Nie powinniśmy zazdrościć Litwinom terminalu LNG. Nasz będzie miał większy potencjał

19.03.2015 13:24 Źródło: własne
Strona główna Porty Morskie, Terminale, Logistyka Morska, Transport Morski Nie powinniśmy zazdrościć Litwinom terminalu LNG. Nasz będzie miał większy potencjał

Partnerzy portalu

Nie powinniśmy zazdrościć Litwinom terminalu LNG. Nasz będzie miał większy potencjał - GospodarkaMorska.pl

Litewski terminal LNG często porównywany jest do budowanego w Polsce gazoportu. Przedstawia się go jako przykład sprawnie przeprowadzonej inwestycji. Fakty jednak wskazują, że Polacy nie powinni jednak zazdrościć swoim sąsiadom i uzbroić się w cierpliwość.

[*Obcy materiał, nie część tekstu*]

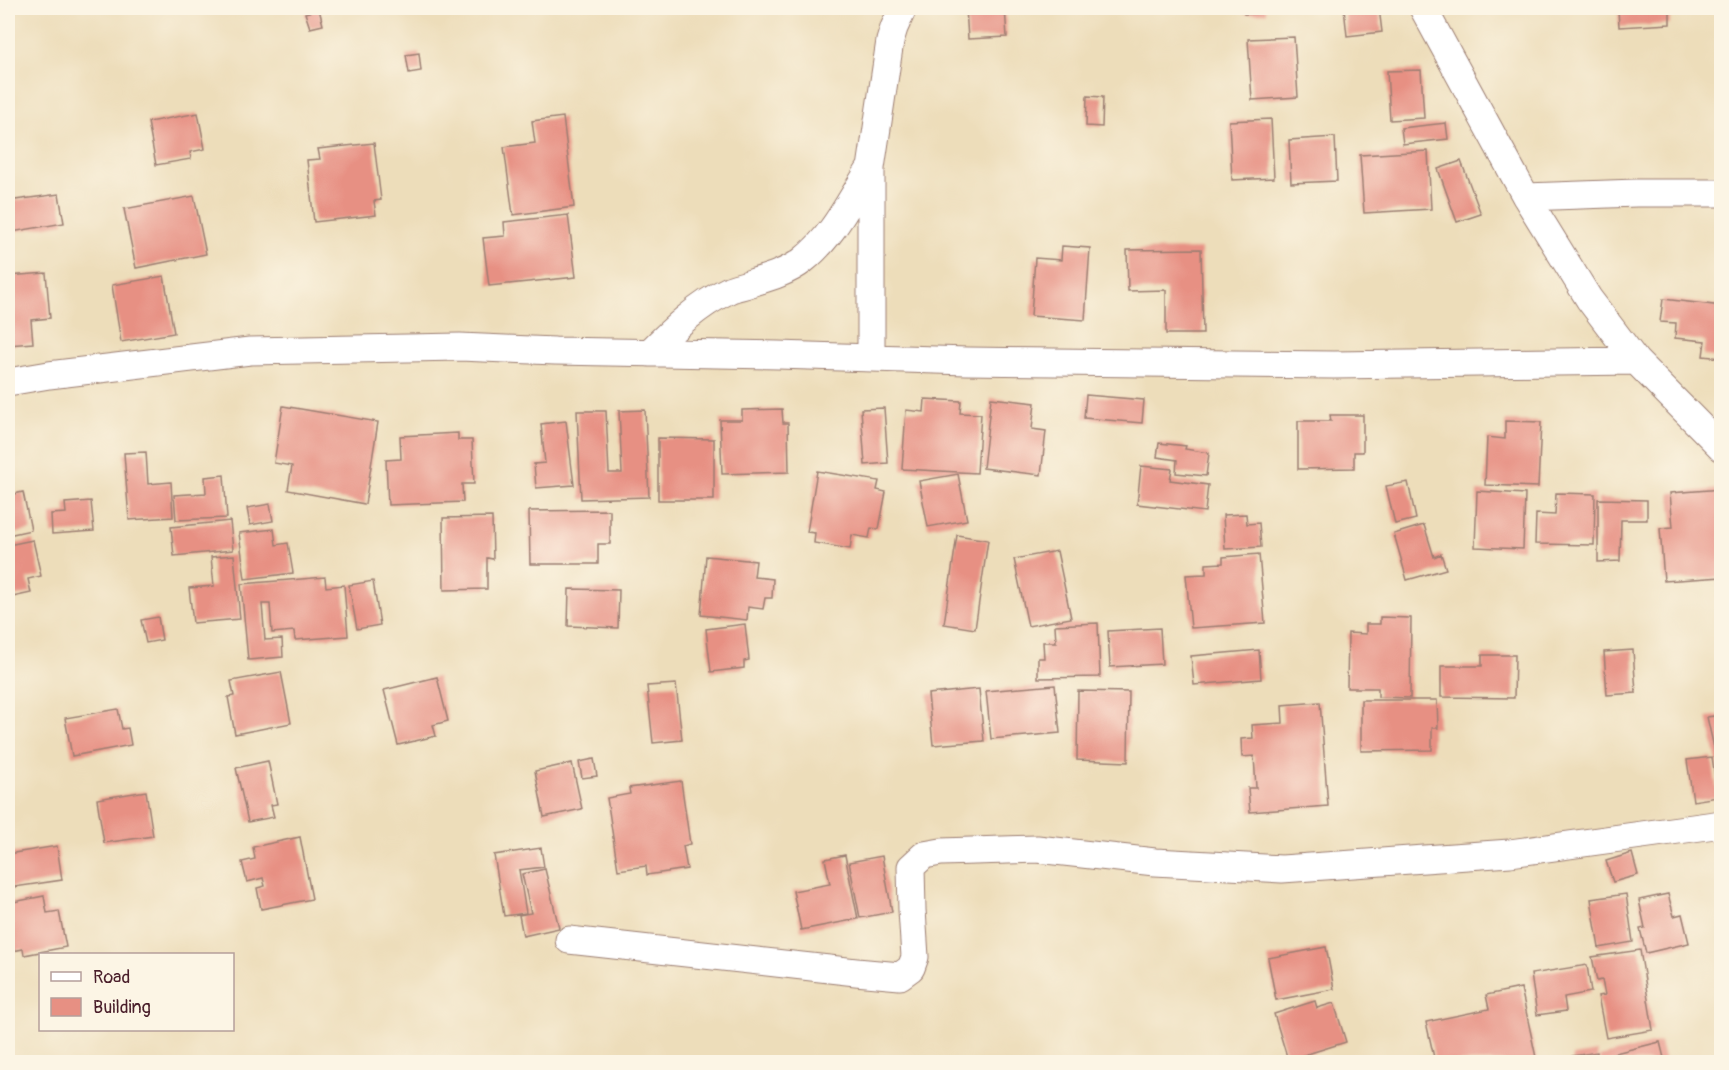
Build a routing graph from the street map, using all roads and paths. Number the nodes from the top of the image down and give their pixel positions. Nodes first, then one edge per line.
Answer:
1 (903, 8) edge
2 (1422, 8) edge
3 (871, 168) junction
4 (1722, 193) edge
5 (1526, 197) junction
6 (649, 353) junction
7 (871, 358) junction
8 (1636, 361) junction
9 (8, 382) edge
10 (1722, 448) edge
11 (1722, 824) edge
12 (569, 940) dead end

1 - 3 street
2 - 5 street
3 - 6 street
3 - 7 street
4 - 5 street
5 - 8 street
6 - 7 street
6 - 9 street
7 - 8 street
8 - 10 street
11 - 12 street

A to dlatego, że nasz gazoport to inwestycja w zupełnie innej skali. W Polsce nie tylko konieczne było wybudowanie rurociągów potrzebnych do odbioru gazu skroplonego ze statków. Powstały także zbiorniki LNG oraz instalacje do regazyfikacji. Do tego trzeba było zbudować w Świnoujściu zupełnie nowy basen portowy, by pomieścić w nim przypływające w przyszłości metanowce. A to statki o dużych gabarytach.

Na tle tak dużej inwestycji, obiekt w Kłajpedzie wypada po prostu blado. Eksperci nazywają go wręcz punktem przeładunkowym. U Litwinów funkcję terminalu pełni  wzięty w leasing pływający terminal regazyfikacyjny FSRU (Floating Storage and Regasification Unit). Nie trudno więc zrozumieć, dlaczego swoją inwestycję Litwini skończyli dużo wcześniej od nas. Ale nawet po skończeniu inwestycji i tak nie brak tam problemów.

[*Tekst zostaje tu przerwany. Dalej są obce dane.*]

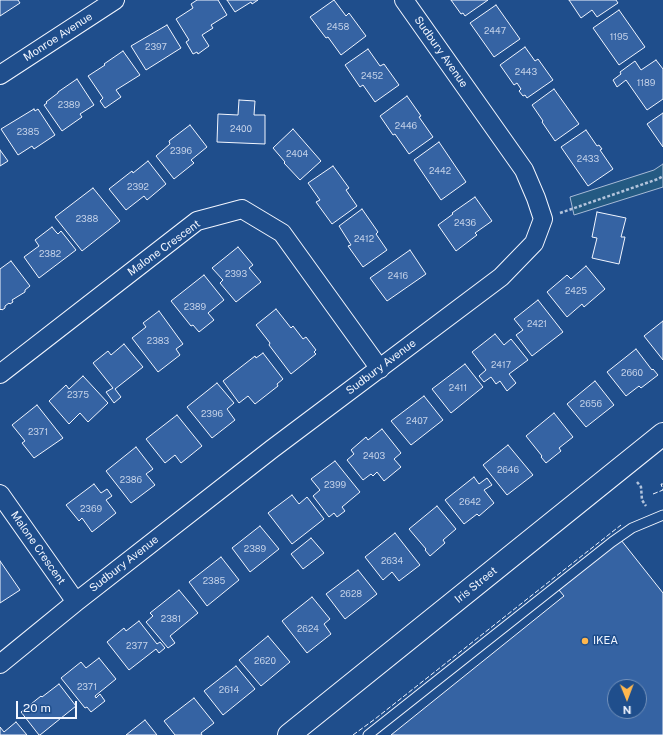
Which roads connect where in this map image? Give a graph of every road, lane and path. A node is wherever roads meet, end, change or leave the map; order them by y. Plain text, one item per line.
1 (115, 0) edge
2 (404, 0) edge
3 (0, 75) edge
4 (663, 176) edge
5 (543, 219) junction
6 (380, 368) junction
7 (0, 374) edge
8 (663, 434) edge
9 (0, 494) edge
10 (661, 515) edge
11 (76, 602) junction
12 (0, 664) edge
13 (289, 735) edge
14 (368, 735) edge

1 - 3 street, Monroe Avenue
2 - 5 street, Sudbury Avenue
4 - 5 path
5 - 6 street, Sudbury Avenue
6 - 7 street, Malone Crescent
6 - 11 street, Sudbury Avenue
8 - 13 street, Iris Street
9 - 11 street, Malone Crescent
10 - 14 lane
11 - 12 street, Sudbury Avenue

Przede wszystkim nie wiadomo, czy pływająca jednostka regazyfikacyjna (tzw. FSRU zwane potocznie terminalem LNG) jest połączona tymczasowym czy stałym gazociągiem z lokalną infrastrukturą gazową (to kwestia fundamentalna w kontekście bezpieczeństwa i funkcjonowania obiektu). Pod koniec zeszłego roku popularny litewski portal 15min.lt powołując się na przedstawiciela Klaipedos Nafta zarządzającego FSRU poinformował, że obecna praca terminala LNG jest prowadzona w oparciu o tymczasowy rurociąg. Docelowa infrastruktura zostanie natomiast oddana do użytku dopiero w drugim kwartale 2015 r. Wszystko wskazuje więc na no, że pływającą jednostkę regazyfikującą oficjalnie oddano do użytku, mimo że nie jest ona w pełni operacyjna.

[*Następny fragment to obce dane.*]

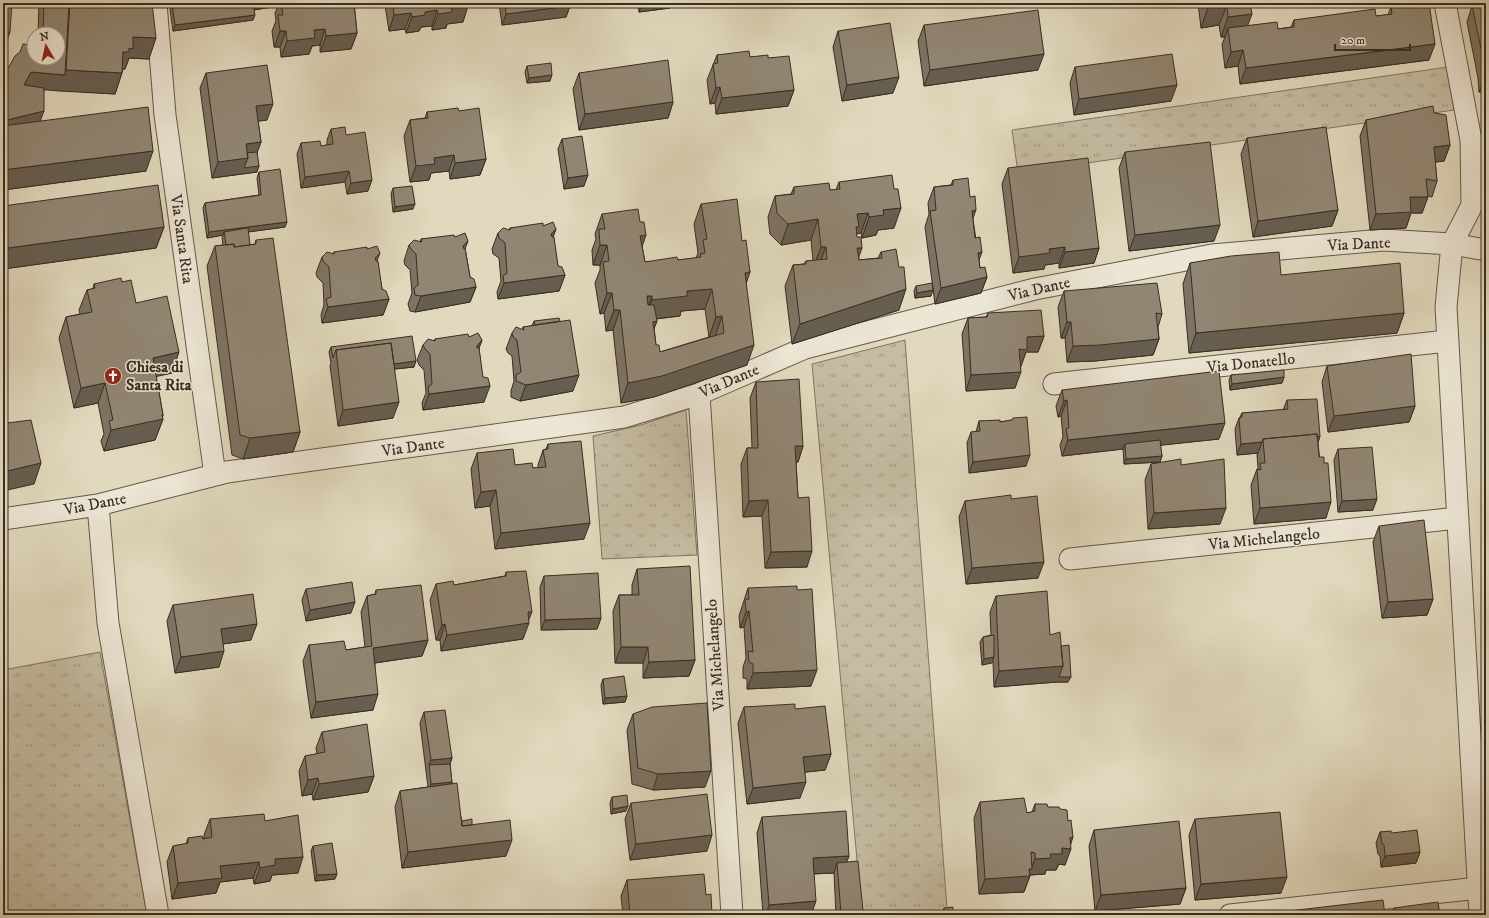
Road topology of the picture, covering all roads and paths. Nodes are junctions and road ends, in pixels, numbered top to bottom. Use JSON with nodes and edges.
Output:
{"nodes":[{"id":1,"x":156,"y":3,"type":"edge"},
{"id":2,"x":1444,"y":3,"type":"edge"},
{"id":3,"x":1452,"y":244,"type":"junction"},
{"id":4,"x":1486,"y":250,"type":"edge"},
{"id":5,"x":1448,"y":341,"type":"junction"},
{"id":6,"x":1054,"y":384,"type":"dead end"},
{"id":7,"x":699,"y":394,"type":"junction"},
{"id":8,"x":215,"y":475,"type":"junction"},
{"id":9,"x":98,"y":505,"type":"junction"},
{"id":10,"x":1458,"y":518,"type":"junction"},
{"id":11,"x":3,"y":519,"type":"edge"},
{"id":12,"x":1070,"y":559,"type":"dead end"},
{"id":13,"x":1479,"y":888,"type":"junction"},
{"id":14,"x":158,"y":915,"type":"edge"},
{"id":15,"x":732,"y":915,"type":"edge"},
{"id":16,"x":1230,"y":915,"type":"edge"},
{"id":17,"x":1480,"y":915,"type":"edge"}],
"edges":[{"from":1,"to":8,"type":"street","name":"Via Santa Rita"},
{"from":2,"to":3,"type":"street"},
{"from":3,"to":4,"type":"street","name":"Via Dante"},
{"from":3,"to":5,"type":"street"},
{"from":3,"to":7,"type":"street","name":"Via Dante"},
{"from":5,"to":6,"type":"street","name":"Via Donatello"},
{"from":5,"to":10,"type":"street"},
{"from":7,"to":8,"type":"street","name":"Via Dante"},
{"from":7,"to":15,"type":"street","name":"Via Michelangelo"},
{"from":8,"to":9,"type":"street","name":"Via Dante"},
{"from":9,"to":11,"type":"street","name":"Via Dante"},
{"from":9,"to":14,"type":"street"},
{"from":10,"to":12,"type":"street","name":"Via Michelangelo"},
{"from":10,"to":13,"type":"street"},
{"from":13,"to":16,"type":"street"},
{"from":13,"to":17,"type":"street"}]}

Nasz gazociąg będzie także cieszył się lepszą lokalizacją niż jego litewski odpowiednik. Przede wszystkim spada zużycie gazu na Litwie. Szacuje się, że w 2016 r. będzie ono o 38 proc. niższe niż w 2010 r. W związku z tym kluczowa dla funkcjonowania terminala w Kłajpedzie w najbliższych latach będzie sprzedaż gazu na rynki zewnętrzne. Z tym mogą być jednak problemy, gdyż Litwa nie ma połączenia z Polską, a łotewska sieć przesyłowa póki co jest zdominowana przez rosyjski Gazprom.

Gazoport polski nie powinien mieć takich problemów. O wyborze Świnoujścia zadecydowały m.in. takie czynniki jak: uregulowanie sytuacji prawnej gruntów pod budowę terminalu, krótsza droga transportu LNG oraz większe zapotrzebowanie na gaz w północno-zachodniej Polsce. Co ważne, w odróżnieniu od litewskiej inwestycji, nasz gazoport dzięki gazowym połączeniom będzie mógł odbierać gaz także dla innych państw. 

Przewagę mamy także po stronie kosztów w dłuższej perspektywie. Co prawda nasz gazoport kosztował aż 2,5 mld zł, ale przynajmniej jest to w pełni nasza własność. Litwini mają jedynie wydzierżawioną jednostkę FSRU, a koszt jej 10-letniego leasingu będzie podobny kwoty, za którą wybudowano polski gazoport. Przy czym polski terminal wciąż będzie naszą własnością, a Litwini dalej będą płacić dzierżawę lub też zmuszeni będą wyłożyć pieniądze na zakup FSRU.


W Kłajpedzie mają też problem z zapewnieniem bezpieczeństwa swej najnowszej inwestycji. Część budynków portowych jest bowiem dzierżawiona przez przedsiębiorstwa (np. rosyjskie), które mogą zostać wykorzystane do działań dywersyjnych wobec FSRU. Innym przykładom zagrożenia jest sytuacja z wiosny ubiegłego roku. Wtedy duński okręt zbliżył się bez stosownych pozwoleń do obszaru dedykowanego pływającej jednostce regazyfikującej. Okazało się, że taka samowola nie napotkała na opór ze strony służb bezpieczeństwa, które swoją drogą nie były uprawnione do użycia broni w takiej sytuacji. Polacy powinni wyciągnąć naukę z doświadczeń naszych sąsiadów, ale o tym przekonamy się dopiero po ukończeniu gazoportu, czyli prawdopodobnie w tym roku.

Partnerzy portalu

port_gdańsk_390x100_2023

Dziękujemy za wysłane grafiki.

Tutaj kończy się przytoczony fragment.